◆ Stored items
Content starts
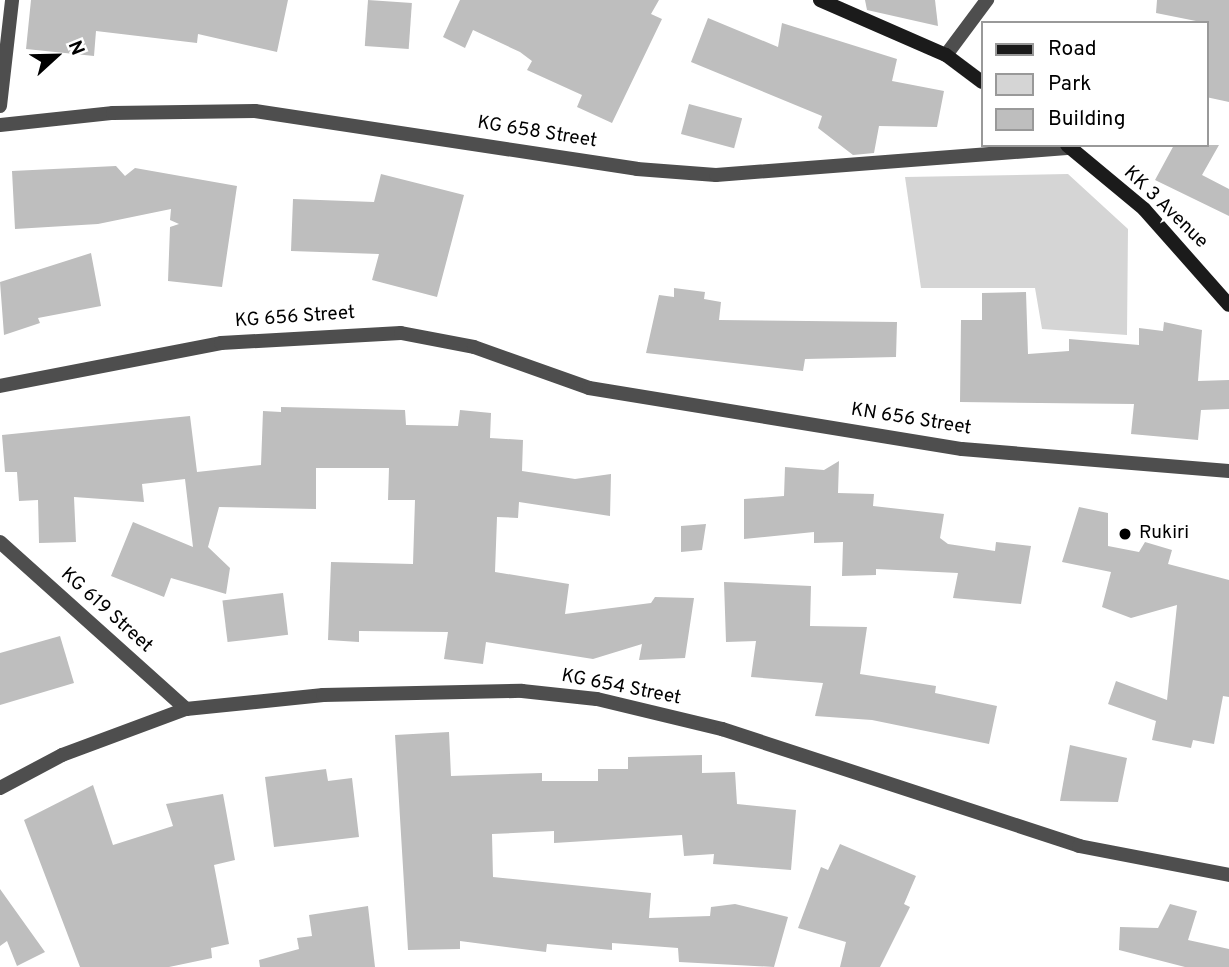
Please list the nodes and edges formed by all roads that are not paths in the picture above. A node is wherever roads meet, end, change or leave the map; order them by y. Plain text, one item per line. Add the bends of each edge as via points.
1 (12, 0) edge
2 (820, 0) edge
3 (987, 0) edge
4 (946, 55) junction
5 (981, 81) edge
6 (0, 106) edge
7 (0, 125) edge
8 (1056, 147) edge
9 (1069, 147) edge
10 (1229, 305) edge
11 (0, 386) edge
12 (589, 388) joint
13 (1229, 471) edge
14 (0, 542) edge
15 (186, 709) junction
16 (0, 788) edge
17 (1229, 875) edge

1 - 6 street
2 - 4 street
3 - 4 street
4 - 5 street
7 - 8 street, KG 658 Street via 113,113 255,111 637,169 716,175
9 - 10 street, KK 3 Avenue via 1143,209
11 - 12 street, KG 656 Street via 221,343 401,333 474,347
12 - 13 street, KN 656 Street via 962,449
14 - 15 street, KG 619 Street
15 - 16 street, KG 654 Street via 62,755
15 - 17 street, KG 654 Street via 323,695 522,691 597,699 722,729 1079,846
Content ends
This calls for an exact copy of all the entries above, with the pictures omitted.

◆ REPLY
Please list the nodes and edges formed by all roads that are not paths in the picture above. A node is wherever roads meet, end, change or leave the map; order them by y. Plain text, one item per line. Add the bends of each edge as via points.
1 (12, 0) edge
2 (820, 0) edge
3 (987, 0) edge
4 (946, 55) junction
5 (981, 81) edge
6 (0, 106) edge
7 (0, 125) edge
8 (1056, 147) edge
9 (1069, 147) edge
10 (1229, 305) edge
11 (0, 386) edge
12 (589, 388) joint
13 (1229, 471) edge
14 (0, 542) edge
15 (186, 709) junction
16 (0, 788) edge
17 (1229, 875) edge

1 - 6 street
2 - 4 street
3 - 4 street
4 - 5 street
7 - 8 street, KG 658 Street via 113,113 255,111 637,169 716,175
9 - 10 street, KK 3 Avenue via 1143,209
11 - 12 street, KG 656 Street via 221,343 401,333 474,347
12 - 13 street, KN 656 Street via 962,449
14 - 15 street, KG 619 Street
15 - 16 street, KG 654 Street via 62,755
15 - 17 street, KG 654 Street via 323,695 522,691 597,699 722,729 1079,846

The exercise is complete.